[Records from a collection]
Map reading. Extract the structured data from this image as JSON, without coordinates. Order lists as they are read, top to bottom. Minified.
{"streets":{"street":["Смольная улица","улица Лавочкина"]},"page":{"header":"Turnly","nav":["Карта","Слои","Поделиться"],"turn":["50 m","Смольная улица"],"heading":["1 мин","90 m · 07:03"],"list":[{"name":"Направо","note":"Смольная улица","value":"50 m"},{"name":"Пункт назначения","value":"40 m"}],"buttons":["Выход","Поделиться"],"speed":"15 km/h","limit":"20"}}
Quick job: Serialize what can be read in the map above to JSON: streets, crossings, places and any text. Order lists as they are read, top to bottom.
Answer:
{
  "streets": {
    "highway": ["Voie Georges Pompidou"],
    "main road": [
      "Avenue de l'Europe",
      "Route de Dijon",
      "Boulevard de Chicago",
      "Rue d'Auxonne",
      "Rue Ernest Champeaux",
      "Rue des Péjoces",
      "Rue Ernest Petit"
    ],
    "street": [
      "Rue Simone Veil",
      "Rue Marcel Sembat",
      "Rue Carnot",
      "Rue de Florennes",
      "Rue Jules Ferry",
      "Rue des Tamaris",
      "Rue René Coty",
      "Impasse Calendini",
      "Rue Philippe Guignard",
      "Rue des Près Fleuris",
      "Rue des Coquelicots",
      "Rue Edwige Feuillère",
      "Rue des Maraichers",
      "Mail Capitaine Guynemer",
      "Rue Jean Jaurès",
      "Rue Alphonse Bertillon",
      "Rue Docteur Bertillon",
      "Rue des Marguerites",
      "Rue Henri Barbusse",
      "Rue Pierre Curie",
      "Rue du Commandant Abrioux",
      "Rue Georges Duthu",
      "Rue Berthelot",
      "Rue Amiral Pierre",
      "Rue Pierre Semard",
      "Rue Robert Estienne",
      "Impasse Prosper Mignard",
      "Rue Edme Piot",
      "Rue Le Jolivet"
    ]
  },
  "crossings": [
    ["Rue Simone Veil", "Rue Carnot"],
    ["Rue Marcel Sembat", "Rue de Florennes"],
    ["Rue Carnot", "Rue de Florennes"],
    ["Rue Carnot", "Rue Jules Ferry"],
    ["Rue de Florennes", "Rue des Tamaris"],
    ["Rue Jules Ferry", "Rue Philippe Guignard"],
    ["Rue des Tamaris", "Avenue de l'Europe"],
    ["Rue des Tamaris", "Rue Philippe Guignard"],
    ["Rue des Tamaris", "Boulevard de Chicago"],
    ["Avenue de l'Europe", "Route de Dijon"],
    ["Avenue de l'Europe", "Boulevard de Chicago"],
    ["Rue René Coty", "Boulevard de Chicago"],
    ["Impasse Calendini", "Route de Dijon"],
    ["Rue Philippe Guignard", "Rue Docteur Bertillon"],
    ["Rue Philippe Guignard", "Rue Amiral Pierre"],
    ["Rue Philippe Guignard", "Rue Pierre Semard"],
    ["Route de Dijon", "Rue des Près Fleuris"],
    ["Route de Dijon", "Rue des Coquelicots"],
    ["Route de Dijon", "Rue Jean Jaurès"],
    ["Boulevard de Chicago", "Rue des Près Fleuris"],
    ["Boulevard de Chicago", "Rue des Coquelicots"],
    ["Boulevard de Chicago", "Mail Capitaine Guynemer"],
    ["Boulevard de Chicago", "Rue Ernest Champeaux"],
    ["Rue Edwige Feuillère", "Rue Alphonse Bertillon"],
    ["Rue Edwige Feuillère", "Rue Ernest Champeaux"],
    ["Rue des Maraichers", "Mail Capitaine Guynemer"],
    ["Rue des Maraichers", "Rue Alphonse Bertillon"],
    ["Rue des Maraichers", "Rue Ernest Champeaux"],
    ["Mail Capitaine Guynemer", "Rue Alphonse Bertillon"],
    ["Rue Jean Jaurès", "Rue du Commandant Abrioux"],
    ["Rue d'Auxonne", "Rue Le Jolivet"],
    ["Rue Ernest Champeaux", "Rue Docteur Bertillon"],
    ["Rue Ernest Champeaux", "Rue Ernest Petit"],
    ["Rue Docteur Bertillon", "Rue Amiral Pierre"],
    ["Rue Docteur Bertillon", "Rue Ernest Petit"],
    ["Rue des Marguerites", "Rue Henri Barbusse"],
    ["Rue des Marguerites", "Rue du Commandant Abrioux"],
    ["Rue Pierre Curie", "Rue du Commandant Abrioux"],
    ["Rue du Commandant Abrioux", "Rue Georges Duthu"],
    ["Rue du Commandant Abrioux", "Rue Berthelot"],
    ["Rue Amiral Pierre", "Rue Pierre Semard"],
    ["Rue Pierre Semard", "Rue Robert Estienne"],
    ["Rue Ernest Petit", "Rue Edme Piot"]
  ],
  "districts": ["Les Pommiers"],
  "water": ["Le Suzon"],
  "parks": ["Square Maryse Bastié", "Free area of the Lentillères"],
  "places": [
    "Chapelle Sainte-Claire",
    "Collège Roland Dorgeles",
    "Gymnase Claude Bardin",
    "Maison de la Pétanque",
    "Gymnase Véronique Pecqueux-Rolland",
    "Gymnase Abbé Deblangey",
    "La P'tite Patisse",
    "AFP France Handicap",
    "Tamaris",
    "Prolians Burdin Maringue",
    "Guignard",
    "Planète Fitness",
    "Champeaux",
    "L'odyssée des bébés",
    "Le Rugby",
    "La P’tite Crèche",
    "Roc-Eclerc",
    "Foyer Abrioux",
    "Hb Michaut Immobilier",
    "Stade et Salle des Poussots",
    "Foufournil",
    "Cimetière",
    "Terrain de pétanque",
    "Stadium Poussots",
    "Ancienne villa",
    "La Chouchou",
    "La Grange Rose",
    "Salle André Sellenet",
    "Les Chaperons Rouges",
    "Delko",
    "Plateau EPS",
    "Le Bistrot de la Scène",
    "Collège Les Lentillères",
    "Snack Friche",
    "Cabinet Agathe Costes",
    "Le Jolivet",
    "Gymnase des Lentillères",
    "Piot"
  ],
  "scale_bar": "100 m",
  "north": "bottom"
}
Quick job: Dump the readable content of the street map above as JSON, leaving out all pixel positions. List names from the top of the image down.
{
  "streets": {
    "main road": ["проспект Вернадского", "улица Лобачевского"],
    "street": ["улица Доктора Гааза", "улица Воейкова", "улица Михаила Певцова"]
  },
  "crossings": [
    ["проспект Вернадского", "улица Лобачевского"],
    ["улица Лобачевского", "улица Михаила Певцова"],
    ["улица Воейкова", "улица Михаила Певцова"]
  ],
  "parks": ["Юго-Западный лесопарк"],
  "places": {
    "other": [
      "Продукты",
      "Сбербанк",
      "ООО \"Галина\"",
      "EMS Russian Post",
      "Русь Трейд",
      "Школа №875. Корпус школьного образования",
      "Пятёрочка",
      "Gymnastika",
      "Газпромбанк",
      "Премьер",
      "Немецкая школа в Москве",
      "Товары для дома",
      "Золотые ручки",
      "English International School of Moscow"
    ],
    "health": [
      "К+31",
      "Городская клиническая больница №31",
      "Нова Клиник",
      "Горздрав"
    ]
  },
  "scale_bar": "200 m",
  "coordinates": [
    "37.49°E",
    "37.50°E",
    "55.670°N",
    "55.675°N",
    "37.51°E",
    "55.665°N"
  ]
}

• **EXERCISE DETAILS**: Copy every line above that holds the word "parks".

• **ANSWER BELOW**:
  "parks": ["Square Maryse Bastié", "Free area of the Lentillères"],
  "parks": ["Юго-Западный лесопарк"],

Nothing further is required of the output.